Inconsistency between simultaneous blood pressure measurements in the arm, forearm, and leg in anesthetized children.
J Clin Anesth 2014;
26:52-7. [PMID:
24444992 DOI:
10.1016/j.jclinane.2013.10.005]
[Citation(s) in RCA: 4] [Impact Index Per Article: 0.4] [Reference Citation Analysis] [Abstract] [Key Words] [MESH Headings] [Track Full Text] [Journal Information] [Subscribe] [Scholar Register] [Received: 12/05/2012] [Revised: 09/29/2013] [Accepted: 10/01/2013] [Indexed: 11/19/2022]
Abstract
STUDY OBJECTIVE
To determine the accuracy and precision of simultaneous noninvasive blood pressure (NIBP) measurement in the arm, forearm, and ankle in anesthetized children.
DESIGN
Prospective, randomized study.
SETTING
University medical center.
PATIENTS
101 ASA physical status 1 and 2 children (aged 1-8 yrs) scheduled for elective surgery with general anesthesia.
MEASUREMENTS
Simultaneous NIBP measurements were recorded at the arm, forearm, and ankle at 5-minute intervals.
MAIN RESULTS
The systolic blood pressure difference between the arm-forearm or the arm-ankle was within the ± 10% range in 63% and 29% of measurements, and within the ± 20% range in 85% and 67% of measurements, respectively.
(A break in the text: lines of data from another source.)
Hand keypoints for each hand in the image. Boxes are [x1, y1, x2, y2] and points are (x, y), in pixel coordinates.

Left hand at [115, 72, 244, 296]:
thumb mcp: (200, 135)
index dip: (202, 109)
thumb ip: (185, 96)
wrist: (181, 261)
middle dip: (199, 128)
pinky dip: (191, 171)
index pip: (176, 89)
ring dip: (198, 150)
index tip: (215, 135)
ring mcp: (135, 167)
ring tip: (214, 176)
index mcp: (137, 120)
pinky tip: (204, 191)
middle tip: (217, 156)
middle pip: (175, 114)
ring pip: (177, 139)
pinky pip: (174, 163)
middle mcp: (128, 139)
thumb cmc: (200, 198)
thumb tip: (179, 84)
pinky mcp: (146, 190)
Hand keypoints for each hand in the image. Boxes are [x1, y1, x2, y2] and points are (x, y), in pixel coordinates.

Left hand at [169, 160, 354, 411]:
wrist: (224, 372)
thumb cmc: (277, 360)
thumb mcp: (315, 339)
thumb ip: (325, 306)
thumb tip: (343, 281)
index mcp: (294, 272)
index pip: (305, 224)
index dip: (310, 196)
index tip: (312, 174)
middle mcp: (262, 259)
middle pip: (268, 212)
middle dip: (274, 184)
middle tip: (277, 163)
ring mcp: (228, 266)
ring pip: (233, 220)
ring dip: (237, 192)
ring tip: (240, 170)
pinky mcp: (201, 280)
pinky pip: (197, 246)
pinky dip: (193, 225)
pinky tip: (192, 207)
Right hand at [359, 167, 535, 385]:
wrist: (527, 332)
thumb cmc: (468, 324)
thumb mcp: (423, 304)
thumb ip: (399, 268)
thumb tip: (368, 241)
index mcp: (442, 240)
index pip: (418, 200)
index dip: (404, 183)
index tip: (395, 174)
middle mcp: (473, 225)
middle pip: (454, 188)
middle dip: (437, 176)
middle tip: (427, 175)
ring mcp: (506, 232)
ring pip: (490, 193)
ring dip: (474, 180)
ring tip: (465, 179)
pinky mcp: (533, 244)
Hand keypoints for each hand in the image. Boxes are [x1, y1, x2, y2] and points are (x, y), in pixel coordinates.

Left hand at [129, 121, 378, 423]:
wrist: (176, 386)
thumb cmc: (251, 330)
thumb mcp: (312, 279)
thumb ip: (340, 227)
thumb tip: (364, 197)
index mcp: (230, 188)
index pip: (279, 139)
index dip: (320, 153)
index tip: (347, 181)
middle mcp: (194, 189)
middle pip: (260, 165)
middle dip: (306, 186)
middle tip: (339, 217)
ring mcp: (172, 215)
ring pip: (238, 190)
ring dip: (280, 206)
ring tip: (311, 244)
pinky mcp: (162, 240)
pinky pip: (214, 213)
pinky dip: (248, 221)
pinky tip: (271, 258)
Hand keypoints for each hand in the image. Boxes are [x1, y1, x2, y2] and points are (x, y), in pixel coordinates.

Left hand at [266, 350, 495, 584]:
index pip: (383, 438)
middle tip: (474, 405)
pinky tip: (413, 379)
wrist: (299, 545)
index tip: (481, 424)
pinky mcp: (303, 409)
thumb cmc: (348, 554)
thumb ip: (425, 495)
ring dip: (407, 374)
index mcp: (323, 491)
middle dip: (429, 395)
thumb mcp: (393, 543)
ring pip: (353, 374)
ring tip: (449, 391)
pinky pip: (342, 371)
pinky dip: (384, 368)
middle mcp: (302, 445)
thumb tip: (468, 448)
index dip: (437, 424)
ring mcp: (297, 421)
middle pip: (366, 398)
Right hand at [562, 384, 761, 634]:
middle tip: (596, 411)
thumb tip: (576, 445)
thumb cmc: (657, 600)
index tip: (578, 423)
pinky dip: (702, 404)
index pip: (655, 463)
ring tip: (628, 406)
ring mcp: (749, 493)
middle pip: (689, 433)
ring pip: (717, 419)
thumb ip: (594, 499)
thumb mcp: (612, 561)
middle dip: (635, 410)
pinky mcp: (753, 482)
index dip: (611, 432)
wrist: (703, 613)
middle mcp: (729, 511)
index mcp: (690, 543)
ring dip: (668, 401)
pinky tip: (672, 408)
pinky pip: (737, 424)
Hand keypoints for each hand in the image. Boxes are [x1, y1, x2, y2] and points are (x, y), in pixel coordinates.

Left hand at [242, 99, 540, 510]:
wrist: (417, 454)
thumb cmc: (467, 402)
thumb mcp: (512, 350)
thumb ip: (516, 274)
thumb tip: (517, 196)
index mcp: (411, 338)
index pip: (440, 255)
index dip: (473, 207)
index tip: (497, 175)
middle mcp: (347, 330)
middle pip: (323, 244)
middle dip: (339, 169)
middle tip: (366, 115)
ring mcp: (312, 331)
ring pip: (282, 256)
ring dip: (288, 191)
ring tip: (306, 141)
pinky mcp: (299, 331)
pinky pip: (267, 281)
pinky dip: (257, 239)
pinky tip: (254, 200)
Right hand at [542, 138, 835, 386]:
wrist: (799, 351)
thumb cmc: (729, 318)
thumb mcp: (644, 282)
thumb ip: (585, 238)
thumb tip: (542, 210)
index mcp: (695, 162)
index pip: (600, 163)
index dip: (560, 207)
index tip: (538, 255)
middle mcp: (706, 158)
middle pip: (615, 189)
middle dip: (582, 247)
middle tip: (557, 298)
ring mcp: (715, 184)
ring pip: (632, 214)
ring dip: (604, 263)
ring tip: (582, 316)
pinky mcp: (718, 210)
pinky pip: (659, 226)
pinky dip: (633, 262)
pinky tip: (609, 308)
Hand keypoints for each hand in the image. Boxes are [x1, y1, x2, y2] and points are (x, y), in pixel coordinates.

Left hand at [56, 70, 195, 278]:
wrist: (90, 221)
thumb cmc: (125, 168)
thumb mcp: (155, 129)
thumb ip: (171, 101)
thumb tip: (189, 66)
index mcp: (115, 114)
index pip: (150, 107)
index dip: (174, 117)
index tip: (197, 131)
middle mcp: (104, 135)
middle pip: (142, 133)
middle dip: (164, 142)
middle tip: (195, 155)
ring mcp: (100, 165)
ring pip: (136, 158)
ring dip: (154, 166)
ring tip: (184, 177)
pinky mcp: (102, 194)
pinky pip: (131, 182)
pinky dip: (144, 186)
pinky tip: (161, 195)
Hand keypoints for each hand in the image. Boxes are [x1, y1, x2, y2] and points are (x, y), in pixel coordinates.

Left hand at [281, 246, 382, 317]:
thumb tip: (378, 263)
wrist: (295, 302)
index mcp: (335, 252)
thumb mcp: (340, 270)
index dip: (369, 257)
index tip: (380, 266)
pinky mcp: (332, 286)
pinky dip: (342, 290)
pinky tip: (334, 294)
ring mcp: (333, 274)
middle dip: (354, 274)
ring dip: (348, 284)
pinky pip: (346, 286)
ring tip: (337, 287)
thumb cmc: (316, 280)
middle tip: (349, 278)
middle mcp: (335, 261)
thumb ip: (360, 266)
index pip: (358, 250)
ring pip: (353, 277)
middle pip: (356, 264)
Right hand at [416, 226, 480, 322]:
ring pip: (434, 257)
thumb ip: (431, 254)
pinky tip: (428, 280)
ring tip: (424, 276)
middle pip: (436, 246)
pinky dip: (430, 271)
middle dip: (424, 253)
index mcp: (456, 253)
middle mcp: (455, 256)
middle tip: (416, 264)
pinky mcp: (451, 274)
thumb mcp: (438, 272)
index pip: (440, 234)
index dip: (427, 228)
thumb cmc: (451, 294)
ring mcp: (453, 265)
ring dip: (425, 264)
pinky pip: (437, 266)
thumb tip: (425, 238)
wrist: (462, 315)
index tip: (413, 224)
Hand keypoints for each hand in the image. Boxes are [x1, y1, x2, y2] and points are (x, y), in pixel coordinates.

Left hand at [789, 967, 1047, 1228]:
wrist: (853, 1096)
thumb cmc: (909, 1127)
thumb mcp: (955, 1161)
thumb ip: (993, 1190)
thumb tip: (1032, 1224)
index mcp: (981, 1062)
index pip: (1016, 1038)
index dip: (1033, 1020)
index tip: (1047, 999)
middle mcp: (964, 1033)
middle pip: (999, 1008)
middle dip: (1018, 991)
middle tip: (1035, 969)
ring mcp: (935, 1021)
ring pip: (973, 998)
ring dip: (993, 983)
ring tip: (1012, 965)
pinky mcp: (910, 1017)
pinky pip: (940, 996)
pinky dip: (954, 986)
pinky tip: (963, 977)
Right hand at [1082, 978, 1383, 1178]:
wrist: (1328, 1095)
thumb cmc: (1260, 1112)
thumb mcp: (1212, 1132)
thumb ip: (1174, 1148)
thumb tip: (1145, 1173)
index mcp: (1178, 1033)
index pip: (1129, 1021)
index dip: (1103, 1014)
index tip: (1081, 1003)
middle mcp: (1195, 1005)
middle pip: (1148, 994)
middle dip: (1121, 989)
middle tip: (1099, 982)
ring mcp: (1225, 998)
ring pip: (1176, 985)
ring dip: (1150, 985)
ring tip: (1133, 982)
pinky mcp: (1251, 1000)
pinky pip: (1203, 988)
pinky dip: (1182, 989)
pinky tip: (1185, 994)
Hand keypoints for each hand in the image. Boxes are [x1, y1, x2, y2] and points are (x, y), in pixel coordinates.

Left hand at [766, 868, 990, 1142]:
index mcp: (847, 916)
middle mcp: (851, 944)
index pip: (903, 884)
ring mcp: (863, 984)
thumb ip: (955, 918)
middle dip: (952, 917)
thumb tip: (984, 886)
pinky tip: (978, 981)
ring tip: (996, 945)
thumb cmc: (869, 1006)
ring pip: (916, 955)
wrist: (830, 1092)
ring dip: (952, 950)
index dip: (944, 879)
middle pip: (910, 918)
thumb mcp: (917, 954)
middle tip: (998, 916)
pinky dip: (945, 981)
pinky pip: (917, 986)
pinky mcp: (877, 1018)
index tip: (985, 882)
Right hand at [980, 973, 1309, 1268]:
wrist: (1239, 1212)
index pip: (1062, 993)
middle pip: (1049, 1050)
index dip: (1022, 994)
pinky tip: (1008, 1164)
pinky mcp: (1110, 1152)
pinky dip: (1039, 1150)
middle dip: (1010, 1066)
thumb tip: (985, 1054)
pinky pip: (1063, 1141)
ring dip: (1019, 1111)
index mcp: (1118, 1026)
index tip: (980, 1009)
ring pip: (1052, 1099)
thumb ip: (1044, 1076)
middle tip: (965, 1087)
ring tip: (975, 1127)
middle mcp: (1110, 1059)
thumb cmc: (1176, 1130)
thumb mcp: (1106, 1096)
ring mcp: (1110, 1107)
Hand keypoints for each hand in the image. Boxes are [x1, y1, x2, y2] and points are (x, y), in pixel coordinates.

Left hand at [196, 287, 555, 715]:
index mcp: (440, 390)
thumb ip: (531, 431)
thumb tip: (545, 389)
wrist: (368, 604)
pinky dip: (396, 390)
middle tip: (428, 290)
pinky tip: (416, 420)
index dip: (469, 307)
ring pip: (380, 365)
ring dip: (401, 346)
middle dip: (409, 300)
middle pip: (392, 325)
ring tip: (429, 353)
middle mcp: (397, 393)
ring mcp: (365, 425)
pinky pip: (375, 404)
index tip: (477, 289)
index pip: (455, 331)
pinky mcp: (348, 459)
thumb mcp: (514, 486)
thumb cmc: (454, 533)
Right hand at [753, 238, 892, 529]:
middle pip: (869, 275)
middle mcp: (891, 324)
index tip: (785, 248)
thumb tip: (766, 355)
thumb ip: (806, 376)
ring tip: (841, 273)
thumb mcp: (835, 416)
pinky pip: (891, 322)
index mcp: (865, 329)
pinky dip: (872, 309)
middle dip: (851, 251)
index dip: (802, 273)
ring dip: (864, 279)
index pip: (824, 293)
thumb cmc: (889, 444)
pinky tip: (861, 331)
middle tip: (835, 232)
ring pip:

The diastolic blood pressure difference between the arm-forearm or the arm-ankle was within the ± 10% range in 42% and 44% and within the ± 20% range in 67% and 74% of measurements, respectively. In patients in whom the initial three NIBP measurements were within the ± 20% range between the forearm and arm, 86% of the subsequent measurements were also within that limit.
CONCLUSIONS
Forearm and ankle NIBP measurements are unreliable and inconsistent with NIBP measured in the arm of anesthetized children. These alternative BP measurement sites are not reliable in accuracy (comparison with reference "gold" standard) and precision (reproducibility).